Directions
If an entry below contains an image, drop the image and retype the rest exactly.
-- Provided material follows --
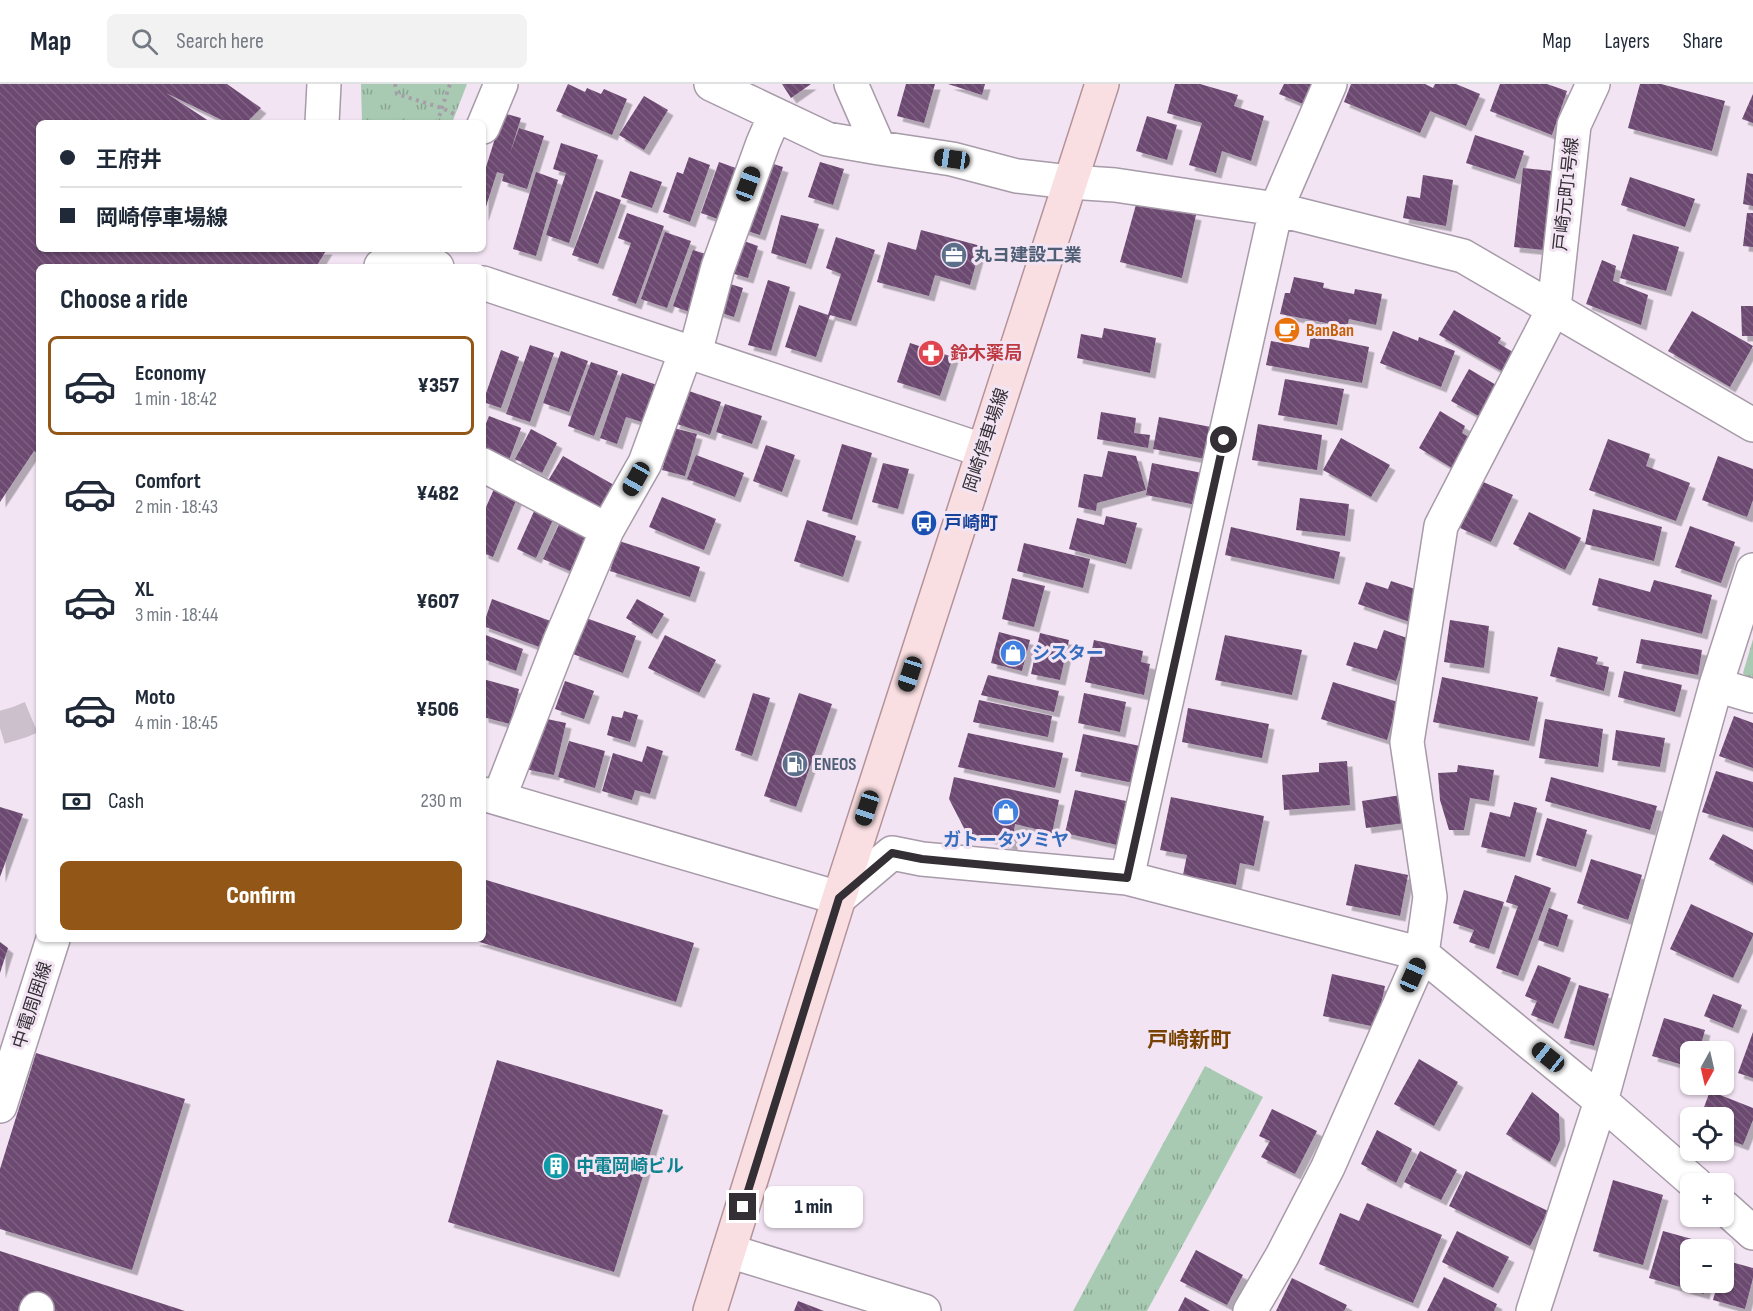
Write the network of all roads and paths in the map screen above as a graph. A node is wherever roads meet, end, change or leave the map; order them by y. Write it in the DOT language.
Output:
graph roads {
  1 [pos="324,84"];
  2 [pos="395,84"];
  3 [pos="450,84"];
  4 [pos="501,84"];
  5 [pos="711,84"];
  6 [pos="851,84"];
  7 [pos="1102,84"];
  8 [pos="1330,84"];
  9 [pos="1593,84"];
  10 [pos="442,108"];
  11 [pos="776,115"];
  12 [pos="322,120"];
  13 [pos="438,120"];
  14 [pos="468,120"];
  15 [pos="474,120"];
  16 [pos="879,148"];
  17 [pos="1070,182"];
  18 [pos="1276,209"];
  19 [pos="381,261"];
  20 [pos="432,262"];
  21 [pos="486,283"];
  22 [pos="1554,308"];
  23 [pos="691,352"];
  24 [pos="1753,426"];
  25 [pos="982,450"];
  26 [pos="486,467"];
  27 [pos="607,530"];
  28 [pos="1753,570"];
  29 [pos="1716,685"];
  30 [pos="1753,696"];
  31 [pos="491,796"];
  32 [pos="1127,878"];
  33 [pos="839,898"];
  34 [pos="52,942"];
  35 [pos="1422,954"];
  36 [pos="1601,1101"];
  37 [pos="0,1106"];
  38 [pos="1683,1173"];
  39 [pos="1734,1217"];
  40 [pos="1753,1233"];
  41 [pos="729,1251"];
  42 [pos="710,1311"];
  43 [pos="924,1311"];
  44 [pos="1250,1311"];
  45 [pos="1533,1311"];
  1 -- 12 [label="street"];
  2 -- 10 [label="path"];
  3 -- 10 [label="path"];
  4 -- 15 [label="street"];
  5 -- 11 [label="street"];
  6 -- 16 [label="street"];
  7 -- 17 [label="main road, 岡崎停車場線"];
  8 -- 18 [label="street"];
  9 -- 22 [label="street, 戸崎元町1号線"];
  10 -- 13 [label="path"];
  10 -- 14 [label="path"];
  11 -- 16 [label="street"];
  11 -- 23 [label="street"];
  16 -- 17 [label="street"];
  17 -- 18 [label="street"];
  17 -- 25 [label="main road, 岡崎停車場線"];
  18 -- 22 [label="street"];
  18 -- 32 [label="street"];
  19 -- 20 [label="street"];
  21 -- 23 [label="street"];
  22 -- 24 [label="street"];
  22 -- 35 [label="street"];
  23 -- 25 [label="street"];
  23 -- 27 [label="street"];
  25 -- 33 [label="main road, 岡崎停車場線"];
  26 -- 27 [label="street"];
  27 -- 31 [label="street"];
  28 -- 29 [label="street"];
  29 -- 30 [label="street"];
  29 -- 36 [label="street"];
  31 -- 33 [label="street"];
  32 -- 33 [label="street"];
  32 -- 35 [label="street"];
  33 -- 41 [label="main road, 岡崎停車場線"];
  34 -- 37 [label="street, 中電周囲線"];
  35 -- 36 [label="street"];
  35 -- 44 [label="street"];
  36 -- 38 [label="street"];
  36 -- 45 [label="street"];
  39 -- 40 [label="street"];
  41 -- 42 [label="main road, 岡崎停車場線"];
  41 -- 43 [label="street"];
}
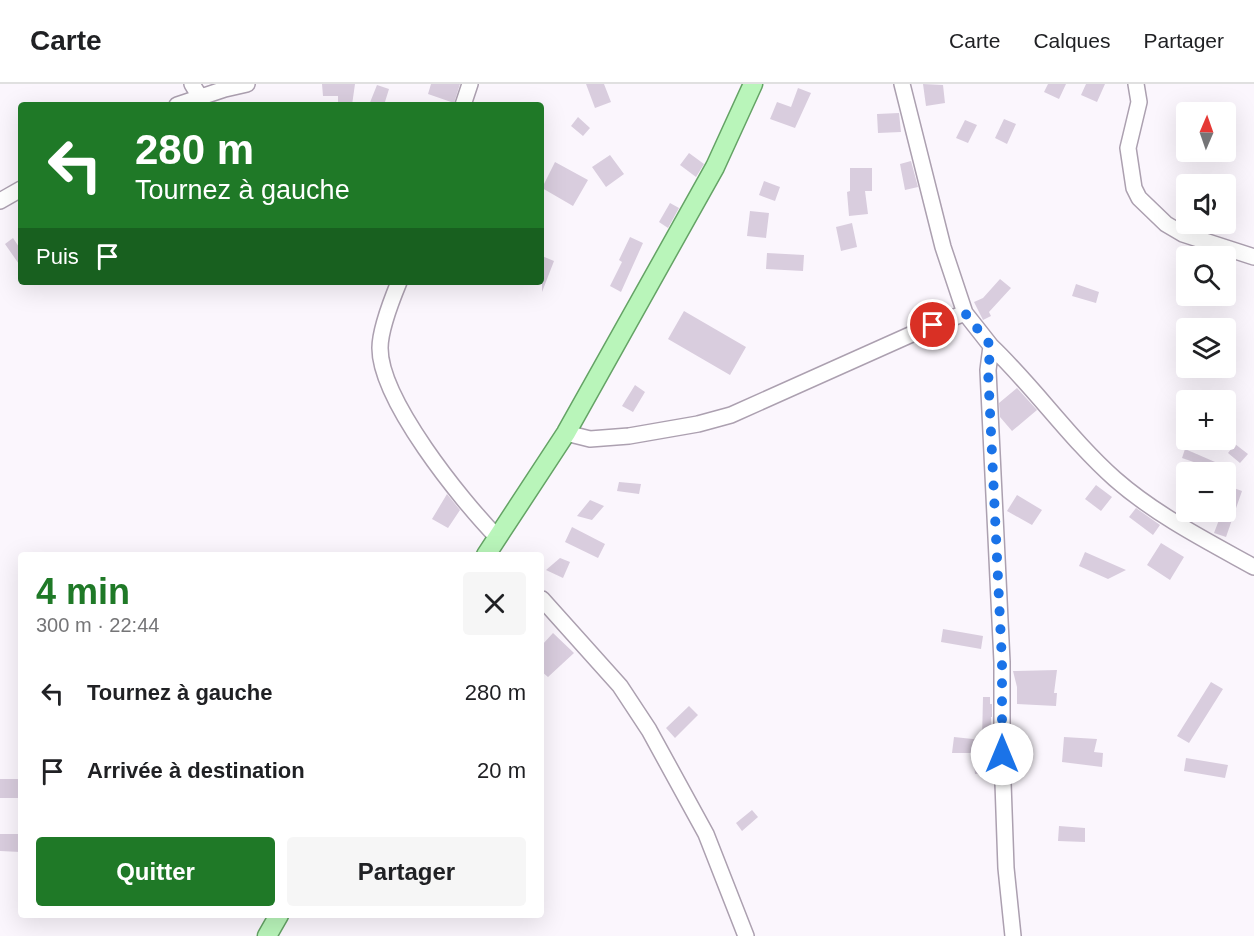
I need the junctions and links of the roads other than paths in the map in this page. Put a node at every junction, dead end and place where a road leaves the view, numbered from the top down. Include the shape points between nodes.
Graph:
1 (247, 84) edge
2 (470, 84) edge
3 (753, 84) edge
4 (902, 84) edge
5 (1136, 84) edge
6 (196, 91) edge
7 (181, 102) edge
8 (464, 102) edge
9 (18, 191) edge
10 (0, 201) edge
11 (1254, 257) edge
12 (398, 285) edge
13 (965, 313) junction
14 (991, 346) junction
15 (566, 432) junction
16 (494, 548) edge
17 (1254, 567) edge
18 (544, 601) edge
19 (277, 918) edge
20 (267, 936) edge
21 (747, 936) edge
22 (1013, 936) edge

1 - 6 street
2 - 8 street
3 - 15 main road via 715,167
4 - 13 street via 940,236
5 - 11 street via 1139,102 1128,148 1139,198 1166,224 1183,234
6 - 7 street
9 - 10 street
12 - 16 street via 380,346 381,364 403,412
13 - 14 street
13 - 15 street via 731,414 629,436 590,439
14 - 17 street via 1116,480 1194,534
14 - 22 street via 988,370 1002,662 1006,868
15 - 16 main road
18 - 21 street via 620,686 649,730 706,834
19 - 20 main road

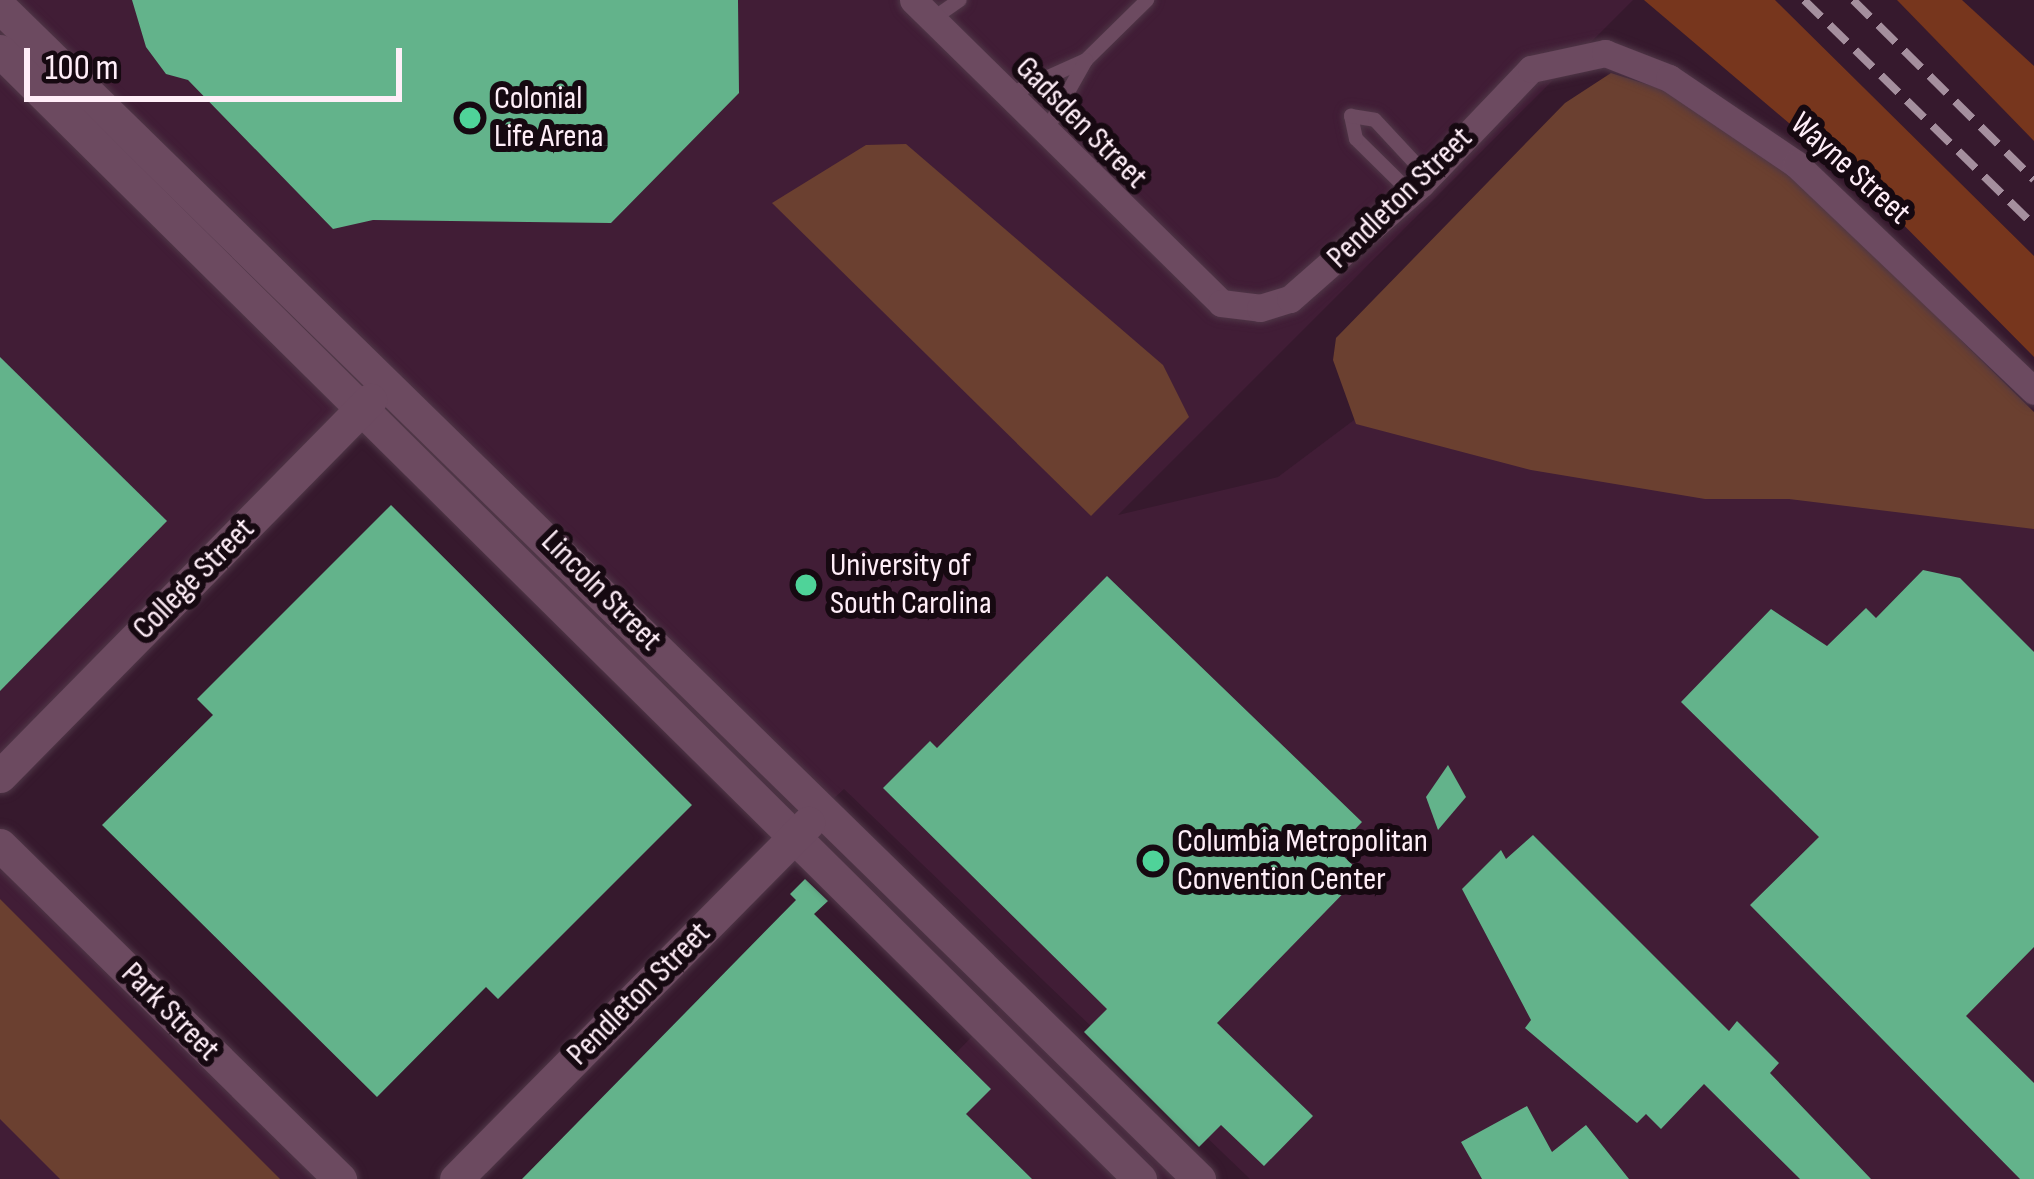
-- Provided material concluded --
Answer for the task
Write the network of all roads and paths in the map screen above as a graph. A node is wherever roads meet, end, change or leave the map; order them by y. Write it in the DOT language.
Output:
graph roads {
  1 [pos="324,84"];
  2 [pos="395,84"];
  3 [pos="450,84"];
  4 [pos="501,84"];
  5 [pos="711,84"];
  6 [pos="851,84"];
  7 [pos="1102,84"];
  8 [pos="1330,84"];
  9 [pos="1593,84"];
  10 [pos="442,108"];
  11 [pos="776,115"];
  12 [pos="322,120"];
  13 [pos="438,120"];
  14 [pos="468,120"];
  15 [pos="474,120"];
  16 [pos="879,148"];
  17 [pos="1070,182"];
  18 [pos="1276,209"];
  19 [pos="381,261"];
  20 [pos="432,262"];
  21 [pos="486,283"];
  22 [pos="1554,308"];
  23 [pos="691,352"];
  24 [pos="1753,426"];
  25 [pos="982,450"];
  26 [pos="486,467"];
  27 [pos="607,530"];
  28 [pos="1753,570"];
  29 [pos="1716,685"];
  30 [pos="1753,696"];
  31 [pos="491,796"];
  32 [pos="1127,878"];
  33 [pos="839,898"];
  34 [pos="52,942"];
  35 [pos="1422,954"];
  36 [pos="1601,1101"];
  37 [pos="0,1106"];
  38 [pos="1683,1173"];
  39 [pos="1734,1217"];
  40 [pos="1753,1233"];
  41 [pos="729,1251"];
  42 [pos="710,1311"];
  43 [pos="924,1311"];
  44 [pos="1250,1311"];
  45 [pos="1533,1311"];
  1 -- 12 [label="street"];
  2 -- 10 [label="path"];
  3 -- 10 [label="path"];
  4 -- 15 [label="street"];
  5 -- 11 [label="street"];
  6 -- 16 [label="street"];
  7 -- 17 [label="main road, 岡崎停車場線"];
  8 -- 18 [label="street"];
  9 -- 22 [label="street, 戸崎元町1号線"];
  10 -- 13 [label="path"];
  10 -- 14 [label="path"];
  11 -- 16 [label="street"];
  11 -- 23 [label="street"];
  16 -- 17 [label="street"];
  17 -- 18 [label="street"];
  17 -- 25 [label="main road, 岡崎停車場線"];
  18 -- 22 [label="street"];
  18 -- 32 [label="street"];
  19 -- 20 [label="street"];
  21 -- 23 [label="street"];
  22 -- 24 [label="street"];
  22 -- 35 [label="street"];
  23 -- 25 [label="street"];
  23 -- 27 [label="street"];
  25 -- 33 [label="main road, 岡崎停車場線"];
  26 -- 27 [label="street"];
  27 -- 31 [label="street"];
  28 -- 29 [label="street"];
  29 -- 30 [label="street"];
  29 -- 36 [label="street"];
  31 -- 33 [label="street"];
  32 -- 33 [label="street"];
  32 -- 35 [label="street"];
  33 -- 41 [label="main road, 岡崎停車場線"];
  34 -- 37 [label="street, 中電周囲線"];
  35 -- 36 [label="street"];
  35 -- 44 [label="street"];
  36 -- 38 [label="street"];
  36 -- 45 [label="street"];
  39 -- 40 [label="street"];
  41 -- 42 [label="main road, 岡崎停車場線"];
  41 -- 43 [label="street"];
}
I need the junctions and links of the roads other than paths in the map in this page. Put a node at every junction, dead end and place where a road leaves the view, numbered from the top down. Include the shape points between nodes.
Graph:
1 (247, 84) edge
2 (470, 84) edge
3 (753, 84) edge
4 (902, 84) edge
5 (1136, 84) edge
6 (196, 91) edge
7 (181, 102) edge
8 (464, 102) edge
9 (18, 191) edge
10 (0, 201) edge
11 (1254, 257) edge
12 (398, 285) edge
13 (965, 313) junction
14 (991, 346) junction
15 (566, 432) junction
16 (494, 548) edge
17 (1254, 567) edge
18 (544, 601) edge
19 (277, 918) edge
20 (267, 936) edge
21 (747, 936) edge
22 (1013, 936) edge

1 - 6 street
2 - 8 street
3 - 15 main road via 715,167
4 - 13 street via 940,236
5 - 11 street via 1139,102 1128,148 1139,198 1166,224 1183,234
6 - 7 street
9 - 10 street
12 - 16 street via 380,346 381,364 403,412
13 - 14 street
13 - 15 street via 731,414 629,436 590,439
14 - 17 street via 1116,480 1194,534
14 - 22 street via 988,370 1002,662 1006,868
15 - 16 main road
18 - 21 street via 620,686 649,730 706,834
19 - 20 main road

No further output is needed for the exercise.